Puncta 21 Agustus 2024
PW. St. Pius X, Paus
Matius 20:1-16a
SEORANG anak menulis surat kepada ibunya. Dia menulis begini.
“Ibu, di dalam Kitab Suci ada tertulis: seorang pekerja pantas mendapat upahnya. Saya sudah bekerja untuk membantu ibu. Saya disuruh ibu melipat selimut, menyapu lantai, mencuci piring, membersihkan dapur, dan banyak lagi. Sekarang saya minta upahnya.”
Ibunya membalas surat anaknya itu: “Anakku, sembilan bulan aku mengandungmu, cintaku padamu gratis. Tiap malam ibu tidak tidur untuk menjagamu, cintaku gratis. Tiap kamu lapar dan haus, ibu melayanimu siang dan malam, cintaku padamu gratis. Kamu sedih dan sakit, ibu selalu ada untukmu dan cintaku padamu gratis.”
Anaknya terharu dan meneteskan airmata di pipi. Ia memeluk ibunya dan berbisik di telinga. “Ibu maafkan aku, cintamu semua gratis dan aku tak mampu membalasnya.”
Dalam Injil hari ini, Yesus mau mengungkapkan kasih Allah yang tiada batas dan kemurahan hati-Nya diberikan kepada kita. Yesus mengungkapkan perumpamaan tentang pekerja kebun anggur.
Ia memberi upah kepada pekerja sesuai dengan kesepakatan mereka. Sehari satu dinar. Ia telah bertindak adil bagi pekerja pertama. Ia masih bermurah hati kepada pekerja terakhir. Tetapi pekerja pertama tidak terima atas kemurahan hati si pemilik kebun anggur itu.
Kadang kita iri hati karena Tuhan berbuat baik kepada orang lain yang menurut kita tidak pantas dicintai. Kenapa orang jahat kok hidupnya enak? Kenapa orang tidak pernah ke gereja kok hidupnya mujur? Kita protes kepada Tuhan.
Kita tidak bisa membatasi kemurahan Tuhan. Tuhan punya hak untuk bermurah hati kepada siapa pun.
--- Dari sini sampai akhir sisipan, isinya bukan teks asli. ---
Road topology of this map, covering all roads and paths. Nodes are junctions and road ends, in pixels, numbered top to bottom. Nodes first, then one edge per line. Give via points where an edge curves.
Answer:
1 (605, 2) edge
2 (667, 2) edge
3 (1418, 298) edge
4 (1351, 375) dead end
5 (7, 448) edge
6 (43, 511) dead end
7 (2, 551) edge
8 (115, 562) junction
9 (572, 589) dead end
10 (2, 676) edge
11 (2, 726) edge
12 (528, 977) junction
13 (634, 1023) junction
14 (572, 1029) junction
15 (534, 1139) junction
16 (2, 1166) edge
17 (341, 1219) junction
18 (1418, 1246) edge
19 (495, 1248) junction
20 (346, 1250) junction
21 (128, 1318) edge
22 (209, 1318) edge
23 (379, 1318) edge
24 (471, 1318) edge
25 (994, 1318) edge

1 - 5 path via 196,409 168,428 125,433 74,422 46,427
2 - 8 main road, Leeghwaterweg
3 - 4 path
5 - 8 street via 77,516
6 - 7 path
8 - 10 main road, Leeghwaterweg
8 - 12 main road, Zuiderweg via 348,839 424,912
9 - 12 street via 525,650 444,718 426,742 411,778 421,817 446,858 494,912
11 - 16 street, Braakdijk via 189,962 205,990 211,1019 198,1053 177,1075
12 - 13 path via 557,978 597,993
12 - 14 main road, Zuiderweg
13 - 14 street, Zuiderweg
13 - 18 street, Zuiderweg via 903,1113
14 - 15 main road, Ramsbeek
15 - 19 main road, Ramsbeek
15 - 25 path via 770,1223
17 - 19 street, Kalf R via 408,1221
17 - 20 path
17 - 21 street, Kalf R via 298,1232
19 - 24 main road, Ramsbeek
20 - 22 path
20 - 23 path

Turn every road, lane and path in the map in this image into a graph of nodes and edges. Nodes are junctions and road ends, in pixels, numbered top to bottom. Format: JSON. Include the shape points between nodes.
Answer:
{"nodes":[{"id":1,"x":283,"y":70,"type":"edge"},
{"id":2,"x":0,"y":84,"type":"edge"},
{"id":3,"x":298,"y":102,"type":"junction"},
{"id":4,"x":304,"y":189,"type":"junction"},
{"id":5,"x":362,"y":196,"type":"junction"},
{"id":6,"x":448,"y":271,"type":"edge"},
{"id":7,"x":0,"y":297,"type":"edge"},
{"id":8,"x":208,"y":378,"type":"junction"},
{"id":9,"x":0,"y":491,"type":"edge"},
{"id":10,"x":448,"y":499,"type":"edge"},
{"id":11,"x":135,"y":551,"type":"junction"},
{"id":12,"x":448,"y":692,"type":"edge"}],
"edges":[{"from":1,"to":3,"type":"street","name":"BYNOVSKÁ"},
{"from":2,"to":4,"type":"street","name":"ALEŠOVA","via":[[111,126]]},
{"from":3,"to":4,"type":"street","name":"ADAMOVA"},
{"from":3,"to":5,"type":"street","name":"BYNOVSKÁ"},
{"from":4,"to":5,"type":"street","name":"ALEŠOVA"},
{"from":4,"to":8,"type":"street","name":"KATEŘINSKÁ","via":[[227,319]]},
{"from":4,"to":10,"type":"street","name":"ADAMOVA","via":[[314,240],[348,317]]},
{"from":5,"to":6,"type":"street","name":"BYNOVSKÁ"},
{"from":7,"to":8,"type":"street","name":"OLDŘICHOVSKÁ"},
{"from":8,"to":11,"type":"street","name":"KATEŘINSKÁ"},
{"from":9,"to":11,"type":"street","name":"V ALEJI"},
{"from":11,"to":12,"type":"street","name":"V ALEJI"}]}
Kita tidak boleh menilai diri paling benar dan suci sendiri.
“Tidakkah aku bebas mempergunakan milikku menurut kehendak hatiku? Atau iri hatikah engkau, karena aku murah hati?” sabda Tuhan.
Pepatah mengatakan, ”Kasih ibu sepanjang jalan, kasih anak sepanjang galah.” Kasih Allah tiada batas, kasih kita sering masih ada pamrih dan motivasi egois. Mari kita mohon agar dimurnikan cinta kita kepada-Nya.
Dari Denpasar menuju Gumbrih,
Di mobil dengerin musik lirih-lirih.
Hanya ibu mengasihi tanpa pamrih,
Ia rela menahan duka dan hati perih.